# TASK ITEM
Look for "radius" in the records and copy every line that has it.

# MATERIAL TO PROCESS
______
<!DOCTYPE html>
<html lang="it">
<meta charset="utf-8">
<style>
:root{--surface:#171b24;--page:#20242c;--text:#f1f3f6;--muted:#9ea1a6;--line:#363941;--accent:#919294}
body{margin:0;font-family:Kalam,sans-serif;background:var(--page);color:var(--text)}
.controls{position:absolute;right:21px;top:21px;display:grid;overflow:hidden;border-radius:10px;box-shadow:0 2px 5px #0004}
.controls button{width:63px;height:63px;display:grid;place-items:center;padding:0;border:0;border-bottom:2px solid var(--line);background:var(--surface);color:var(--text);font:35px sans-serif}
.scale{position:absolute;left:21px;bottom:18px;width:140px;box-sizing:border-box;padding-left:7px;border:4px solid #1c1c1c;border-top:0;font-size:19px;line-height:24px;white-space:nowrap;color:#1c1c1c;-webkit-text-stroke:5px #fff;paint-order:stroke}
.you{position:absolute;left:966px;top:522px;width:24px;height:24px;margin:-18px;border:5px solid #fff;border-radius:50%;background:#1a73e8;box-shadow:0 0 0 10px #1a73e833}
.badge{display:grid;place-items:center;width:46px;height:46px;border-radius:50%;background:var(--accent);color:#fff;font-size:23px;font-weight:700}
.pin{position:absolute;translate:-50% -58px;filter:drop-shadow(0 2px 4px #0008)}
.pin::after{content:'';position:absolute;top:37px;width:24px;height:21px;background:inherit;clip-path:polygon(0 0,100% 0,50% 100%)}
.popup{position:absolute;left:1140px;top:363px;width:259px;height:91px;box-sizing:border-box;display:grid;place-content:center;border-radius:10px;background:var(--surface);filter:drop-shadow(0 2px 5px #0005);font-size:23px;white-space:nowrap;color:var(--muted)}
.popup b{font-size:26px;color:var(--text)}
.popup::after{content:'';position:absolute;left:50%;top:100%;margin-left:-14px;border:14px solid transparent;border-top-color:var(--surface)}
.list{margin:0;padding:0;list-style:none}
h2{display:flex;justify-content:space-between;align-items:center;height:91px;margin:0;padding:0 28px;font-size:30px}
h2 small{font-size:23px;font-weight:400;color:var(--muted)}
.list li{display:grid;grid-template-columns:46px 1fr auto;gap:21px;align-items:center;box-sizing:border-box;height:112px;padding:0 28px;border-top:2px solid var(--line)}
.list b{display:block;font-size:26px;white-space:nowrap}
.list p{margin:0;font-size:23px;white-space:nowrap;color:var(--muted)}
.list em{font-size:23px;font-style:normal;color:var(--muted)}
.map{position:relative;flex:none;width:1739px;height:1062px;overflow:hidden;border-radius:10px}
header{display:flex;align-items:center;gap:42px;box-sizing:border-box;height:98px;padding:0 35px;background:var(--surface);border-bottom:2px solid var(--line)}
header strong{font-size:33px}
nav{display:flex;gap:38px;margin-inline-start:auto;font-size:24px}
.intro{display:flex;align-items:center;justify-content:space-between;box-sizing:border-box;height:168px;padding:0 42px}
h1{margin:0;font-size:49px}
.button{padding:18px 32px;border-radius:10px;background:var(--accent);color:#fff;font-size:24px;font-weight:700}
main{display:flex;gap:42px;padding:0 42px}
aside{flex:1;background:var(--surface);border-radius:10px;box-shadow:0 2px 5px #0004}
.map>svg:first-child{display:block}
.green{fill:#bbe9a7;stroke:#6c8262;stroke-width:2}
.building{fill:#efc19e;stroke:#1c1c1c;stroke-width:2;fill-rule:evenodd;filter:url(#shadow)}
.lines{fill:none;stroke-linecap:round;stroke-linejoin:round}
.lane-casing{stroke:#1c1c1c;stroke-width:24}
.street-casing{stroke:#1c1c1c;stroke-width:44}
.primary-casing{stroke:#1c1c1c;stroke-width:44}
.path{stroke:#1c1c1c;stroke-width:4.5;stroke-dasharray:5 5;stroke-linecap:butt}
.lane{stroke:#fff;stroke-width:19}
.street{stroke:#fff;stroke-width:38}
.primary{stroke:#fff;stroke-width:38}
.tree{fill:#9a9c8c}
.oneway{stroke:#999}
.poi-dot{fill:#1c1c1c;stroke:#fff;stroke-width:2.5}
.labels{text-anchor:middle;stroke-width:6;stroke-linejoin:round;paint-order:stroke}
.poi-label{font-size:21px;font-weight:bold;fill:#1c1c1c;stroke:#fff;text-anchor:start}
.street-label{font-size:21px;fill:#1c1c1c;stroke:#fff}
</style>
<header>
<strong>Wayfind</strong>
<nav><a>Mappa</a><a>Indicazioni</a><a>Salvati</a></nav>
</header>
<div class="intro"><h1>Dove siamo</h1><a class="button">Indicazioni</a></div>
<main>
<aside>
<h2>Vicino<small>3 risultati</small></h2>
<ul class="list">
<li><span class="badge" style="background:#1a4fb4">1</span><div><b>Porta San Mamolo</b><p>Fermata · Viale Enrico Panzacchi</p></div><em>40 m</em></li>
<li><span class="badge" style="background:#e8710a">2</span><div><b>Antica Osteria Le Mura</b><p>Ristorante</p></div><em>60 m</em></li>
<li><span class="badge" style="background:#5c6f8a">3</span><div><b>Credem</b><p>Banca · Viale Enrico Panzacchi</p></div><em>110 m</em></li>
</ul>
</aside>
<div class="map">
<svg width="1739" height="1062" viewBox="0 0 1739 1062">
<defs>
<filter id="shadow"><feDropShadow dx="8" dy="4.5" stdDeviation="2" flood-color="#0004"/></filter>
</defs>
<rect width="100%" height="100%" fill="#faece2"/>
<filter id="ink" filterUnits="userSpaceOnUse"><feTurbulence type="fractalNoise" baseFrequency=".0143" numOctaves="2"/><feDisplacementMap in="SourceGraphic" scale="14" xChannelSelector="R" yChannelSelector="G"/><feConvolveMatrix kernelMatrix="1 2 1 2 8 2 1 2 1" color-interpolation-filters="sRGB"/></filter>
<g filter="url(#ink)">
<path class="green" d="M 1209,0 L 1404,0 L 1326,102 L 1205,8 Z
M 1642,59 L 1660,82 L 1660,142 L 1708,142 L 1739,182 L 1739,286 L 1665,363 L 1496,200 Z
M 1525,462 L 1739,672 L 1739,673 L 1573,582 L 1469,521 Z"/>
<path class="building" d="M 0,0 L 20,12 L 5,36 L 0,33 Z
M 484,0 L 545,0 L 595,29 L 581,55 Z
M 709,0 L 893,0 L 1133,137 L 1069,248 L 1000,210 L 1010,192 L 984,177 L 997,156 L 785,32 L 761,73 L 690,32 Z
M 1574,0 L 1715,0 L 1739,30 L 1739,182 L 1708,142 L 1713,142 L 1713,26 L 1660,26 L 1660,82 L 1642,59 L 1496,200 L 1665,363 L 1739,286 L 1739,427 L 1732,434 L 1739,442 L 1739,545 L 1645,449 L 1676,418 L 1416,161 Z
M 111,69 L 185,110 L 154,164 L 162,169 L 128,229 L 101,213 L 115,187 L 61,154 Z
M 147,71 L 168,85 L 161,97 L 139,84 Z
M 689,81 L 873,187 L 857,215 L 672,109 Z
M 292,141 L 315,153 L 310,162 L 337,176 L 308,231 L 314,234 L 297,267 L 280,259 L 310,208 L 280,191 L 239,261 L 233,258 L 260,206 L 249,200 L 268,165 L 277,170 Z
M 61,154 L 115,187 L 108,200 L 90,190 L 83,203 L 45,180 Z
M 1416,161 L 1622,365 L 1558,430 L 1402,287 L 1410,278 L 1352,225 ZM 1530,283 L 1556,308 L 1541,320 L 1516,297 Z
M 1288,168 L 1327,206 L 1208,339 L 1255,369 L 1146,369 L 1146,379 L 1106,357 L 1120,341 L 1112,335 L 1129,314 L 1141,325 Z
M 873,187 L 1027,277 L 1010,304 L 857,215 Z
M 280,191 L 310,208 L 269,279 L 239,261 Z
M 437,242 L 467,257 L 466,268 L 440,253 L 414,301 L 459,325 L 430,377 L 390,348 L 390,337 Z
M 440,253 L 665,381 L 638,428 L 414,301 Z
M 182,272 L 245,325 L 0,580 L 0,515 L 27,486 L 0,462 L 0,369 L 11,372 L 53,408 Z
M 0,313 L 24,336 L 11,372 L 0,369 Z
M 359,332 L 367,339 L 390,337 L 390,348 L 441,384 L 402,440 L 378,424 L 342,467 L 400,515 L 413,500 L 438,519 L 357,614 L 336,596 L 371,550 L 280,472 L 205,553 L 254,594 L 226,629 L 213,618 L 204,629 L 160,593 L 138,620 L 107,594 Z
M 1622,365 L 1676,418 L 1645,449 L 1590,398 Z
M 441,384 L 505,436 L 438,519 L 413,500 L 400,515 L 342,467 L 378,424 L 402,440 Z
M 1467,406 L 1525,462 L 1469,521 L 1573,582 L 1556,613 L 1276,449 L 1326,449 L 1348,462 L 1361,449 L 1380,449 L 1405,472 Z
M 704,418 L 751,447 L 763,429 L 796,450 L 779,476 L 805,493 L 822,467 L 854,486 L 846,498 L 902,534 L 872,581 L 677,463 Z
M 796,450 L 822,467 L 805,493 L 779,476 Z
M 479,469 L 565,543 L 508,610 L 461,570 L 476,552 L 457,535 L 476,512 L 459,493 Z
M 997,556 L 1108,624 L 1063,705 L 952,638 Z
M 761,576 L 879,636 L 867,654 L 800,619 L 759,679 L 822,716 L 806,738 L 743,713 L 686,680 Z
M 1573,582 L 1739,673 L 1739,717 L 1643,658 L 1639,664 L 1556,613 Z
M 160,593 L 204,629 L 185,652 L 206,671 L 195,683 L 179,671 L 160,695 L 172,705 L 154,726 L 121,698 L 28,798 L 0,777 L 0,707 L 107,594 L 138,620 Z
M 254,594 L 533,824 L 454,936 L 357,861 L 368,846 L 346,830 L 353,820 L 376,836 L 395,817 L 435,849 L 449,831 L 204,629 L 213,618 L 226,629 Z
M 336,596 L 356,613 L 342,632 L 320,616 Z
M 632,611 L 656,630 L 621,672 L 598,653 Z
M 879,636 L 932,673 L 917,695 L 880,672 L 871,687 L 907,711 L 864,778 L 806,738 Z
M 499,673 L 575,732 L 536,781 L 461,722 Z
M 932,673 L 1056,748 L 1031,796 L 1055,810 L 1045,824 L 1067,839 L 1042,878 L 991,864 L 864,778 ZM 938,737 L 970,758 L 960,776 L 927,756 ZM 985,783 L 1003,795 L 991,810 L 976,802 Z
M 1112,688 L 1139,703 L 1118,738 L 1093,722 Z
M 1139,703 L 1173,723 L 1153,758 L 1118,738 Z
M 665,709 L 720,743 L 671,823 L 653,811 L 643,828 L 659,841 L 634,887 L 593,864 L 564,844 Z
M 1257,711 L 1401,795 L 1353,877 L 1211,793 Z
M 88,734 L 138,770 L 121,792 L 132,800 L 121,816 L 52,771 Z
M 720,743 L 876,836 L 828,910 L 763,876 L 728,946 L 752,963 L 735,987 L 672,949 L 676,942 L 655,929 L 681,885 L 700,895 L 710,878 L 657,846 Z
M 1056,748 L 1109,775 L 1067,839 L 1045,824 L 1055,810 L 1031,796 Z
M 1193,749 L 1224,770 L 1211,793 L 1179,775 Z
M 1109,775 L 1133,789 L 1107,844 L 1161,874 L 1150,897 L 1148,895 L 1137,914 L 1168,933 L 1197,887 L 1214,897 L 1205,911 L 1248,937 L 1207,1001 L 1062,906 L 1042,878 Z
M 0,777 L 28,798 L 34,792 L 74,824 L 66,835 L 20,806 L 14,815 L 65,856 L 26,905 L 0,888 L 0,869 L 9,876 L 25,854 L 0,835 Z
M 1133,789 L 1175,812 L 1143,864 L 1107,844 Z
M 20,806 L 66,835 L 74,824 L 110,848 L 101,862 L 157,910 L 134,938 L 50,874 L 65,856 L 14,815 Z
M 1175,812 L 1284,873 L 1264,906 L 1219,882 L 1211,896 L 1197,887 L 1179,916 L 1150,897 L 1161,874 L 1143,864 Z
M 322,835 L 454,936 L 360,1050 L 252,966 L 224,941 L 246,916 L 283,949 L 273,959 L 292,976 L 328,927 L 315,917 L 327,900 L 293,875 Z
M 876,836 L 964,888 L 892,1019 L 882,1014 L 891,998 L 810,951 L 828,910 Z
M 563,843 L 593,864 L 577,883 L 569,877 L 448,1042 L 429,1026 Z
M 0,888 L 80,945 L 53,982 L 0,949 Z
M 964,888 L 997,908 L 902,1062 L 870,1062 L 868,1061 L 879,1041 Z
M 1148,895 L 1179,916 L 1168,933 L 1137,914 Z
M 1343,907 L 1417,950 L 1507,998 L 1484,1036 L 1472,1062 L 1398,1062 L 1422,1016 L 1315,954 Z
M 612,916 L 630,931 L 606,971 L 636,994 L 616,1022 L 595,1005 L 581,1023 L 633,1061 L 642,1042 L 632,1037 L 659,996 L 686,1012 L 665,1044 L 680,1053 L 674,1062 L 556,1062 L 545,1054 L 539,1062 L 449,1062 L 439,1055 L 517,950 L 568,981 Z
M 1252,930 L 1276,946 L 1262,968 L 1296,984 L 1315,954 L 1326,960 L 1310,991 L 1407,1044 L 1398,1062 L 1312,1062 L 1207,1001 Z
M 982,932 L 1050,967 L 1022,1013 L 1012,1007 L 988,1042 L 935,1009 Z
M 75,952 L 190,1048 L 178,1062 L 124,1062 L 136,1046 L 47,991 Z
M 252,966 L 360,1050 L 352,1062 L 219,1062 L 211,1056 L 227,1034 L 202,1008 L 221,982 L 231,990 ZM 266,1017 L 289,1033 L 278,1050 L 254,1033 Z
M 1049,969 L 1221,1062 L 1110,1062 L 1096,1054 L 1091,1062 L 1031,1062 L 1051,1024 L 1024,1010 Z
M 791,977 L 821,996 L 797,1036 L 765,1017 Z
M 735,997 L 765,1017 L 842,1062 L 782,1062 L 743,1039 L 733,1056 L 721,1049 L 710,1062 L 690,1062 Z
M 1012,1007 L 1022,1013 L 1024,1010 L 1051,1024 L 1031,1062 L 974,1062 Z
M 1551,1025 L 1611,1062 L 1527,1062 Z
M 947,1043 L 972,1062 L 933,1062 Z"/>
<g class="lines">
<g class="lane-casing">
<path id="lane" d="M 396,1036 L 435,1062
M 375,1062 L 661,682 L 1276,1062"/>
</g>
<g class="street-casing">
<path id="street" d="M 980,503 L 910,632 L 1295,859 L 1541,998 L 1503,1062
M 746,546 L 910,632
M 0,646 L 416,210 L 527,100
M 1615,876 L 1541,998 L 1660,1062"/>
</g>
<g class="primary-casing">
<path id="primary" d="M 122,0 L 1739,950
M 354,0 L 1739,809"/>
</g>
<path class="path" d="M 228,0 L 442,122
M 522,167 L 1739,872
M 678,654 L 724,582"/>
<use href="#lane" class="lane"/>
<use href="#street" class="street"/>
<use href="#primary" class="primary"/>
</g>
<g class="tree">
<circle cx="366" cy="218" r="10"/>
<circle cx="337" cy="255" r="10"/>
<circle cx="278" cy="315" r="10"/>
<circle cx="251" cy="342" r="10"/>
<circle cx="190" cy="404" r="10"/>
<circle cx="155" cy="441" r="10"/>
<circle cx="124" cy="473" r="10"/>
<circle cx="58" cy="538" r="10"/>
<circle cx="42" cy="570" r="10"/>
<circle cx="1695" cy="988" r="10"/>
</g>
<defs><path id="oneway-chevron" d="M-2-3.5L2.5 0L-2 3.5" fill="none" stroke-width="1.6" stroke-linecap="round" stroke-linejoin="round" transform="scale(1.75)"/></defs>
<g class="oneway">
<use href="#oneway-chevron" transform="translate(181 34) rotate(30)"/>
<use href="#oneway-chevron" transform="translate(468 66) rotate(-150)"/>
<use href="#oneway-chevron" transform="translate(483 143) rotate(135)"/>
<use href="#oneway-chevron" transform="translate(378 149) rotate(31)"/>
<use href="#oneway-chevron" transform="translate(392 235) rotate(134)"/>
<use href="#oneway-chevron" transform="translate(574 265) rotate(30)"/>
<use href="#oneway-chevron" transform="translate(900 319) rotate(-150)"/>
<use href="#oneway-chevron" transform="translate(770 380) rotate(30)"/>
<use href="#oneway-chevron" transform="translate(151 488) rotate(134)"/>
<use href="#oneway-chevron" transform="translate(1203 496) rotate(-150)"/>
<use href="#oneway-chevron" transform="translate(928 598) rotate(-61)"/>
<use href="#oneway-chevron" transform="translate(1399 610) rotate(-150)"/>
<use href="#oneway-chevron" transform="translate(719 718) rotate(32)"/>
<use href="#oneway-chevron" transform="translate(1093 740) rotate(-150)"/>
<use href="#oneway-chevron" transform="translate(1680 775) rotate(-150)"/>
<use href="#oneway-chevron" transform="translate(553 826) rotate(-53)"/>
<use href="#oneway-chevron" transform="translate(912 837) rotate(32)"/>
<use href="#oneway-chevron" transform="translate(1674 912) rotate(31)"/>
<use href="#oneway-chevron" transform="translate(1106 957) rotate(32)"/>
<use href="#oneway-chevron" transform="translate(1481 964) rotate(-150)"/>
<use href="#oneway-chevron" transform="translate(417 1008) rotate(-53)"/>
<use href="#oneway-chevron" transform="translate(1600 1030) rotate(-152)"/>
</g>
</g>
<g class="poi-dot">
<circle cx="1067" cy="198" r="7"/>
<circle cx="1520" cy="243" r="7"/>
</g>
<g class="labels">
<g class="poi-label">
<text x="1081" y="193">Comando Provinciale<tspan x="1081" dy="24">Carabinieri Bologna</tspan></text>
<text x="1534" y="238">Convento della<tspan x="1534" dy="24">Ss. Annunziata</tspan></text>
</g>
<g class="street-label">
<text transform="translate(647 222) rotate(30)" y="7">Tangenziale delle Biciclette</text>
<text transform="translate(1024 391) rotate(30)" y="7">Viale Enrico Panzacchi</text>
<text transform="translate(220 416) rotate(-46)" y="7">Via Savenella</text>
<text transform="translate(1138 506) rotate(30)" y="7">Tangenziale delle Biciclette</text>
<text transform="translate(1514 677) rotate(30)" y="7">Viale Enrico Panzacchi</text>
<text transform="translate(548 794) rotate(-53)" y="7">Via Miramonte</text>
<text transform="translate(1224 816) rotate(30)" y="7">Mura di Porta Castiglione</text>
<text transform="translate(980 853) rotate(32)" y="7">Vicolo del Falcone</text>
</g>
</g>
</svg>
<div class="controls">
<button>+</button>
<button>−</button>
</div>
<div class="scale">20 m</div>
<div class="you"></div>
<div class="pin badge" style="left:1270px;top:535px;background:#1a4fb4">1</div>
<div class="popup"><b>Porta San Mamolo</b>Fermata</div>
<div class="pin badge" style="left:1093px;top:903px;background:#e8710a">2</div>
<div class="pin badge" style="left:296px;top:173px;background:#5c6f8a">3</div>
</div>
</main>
______
# YOUR RESPONSE
.controls{position:absolute;right:21px;top:21px;display:grid;overflow:hidden;border-radius:10px;box-shadow:0 2px 5px #0004}
.you{position:absolute;left:966px;top:522px;width:24px;height:24px;margin:-18px;border:5px solid #fff;border-radius:50%;background:#1a73e8;box-shadow:0 0 0 10px #1a73e833}
.badge{display:grid;place-items:center;width:46px;height:46px;border-radius:50%;background:var(--accent);color:#fff;font-size:23px;font-weight:700}
.popup{position:absolute;left:1140px;top:363px;width:259px;height:91px;box-sizing:border-box;display:grid;place-content:center;border-radius:10px;background:var(--surface);filter:drop-shadow(0 2px 5px #0005);font-size:23px;white-space:nowrap;color:var(--muted)}
.map{position:relative;flex:none;width:1739px;height:1062px;overflow:hidden;border-radius:10px}
.button{padding:18px 32px;border-radius:10px;background:var(--accent);color:#fff;font-size:24px;font-weight:700}
aside{flex:1;background:var(--surface);border-radius:10px;box-shadow:0 2px 5px #0004}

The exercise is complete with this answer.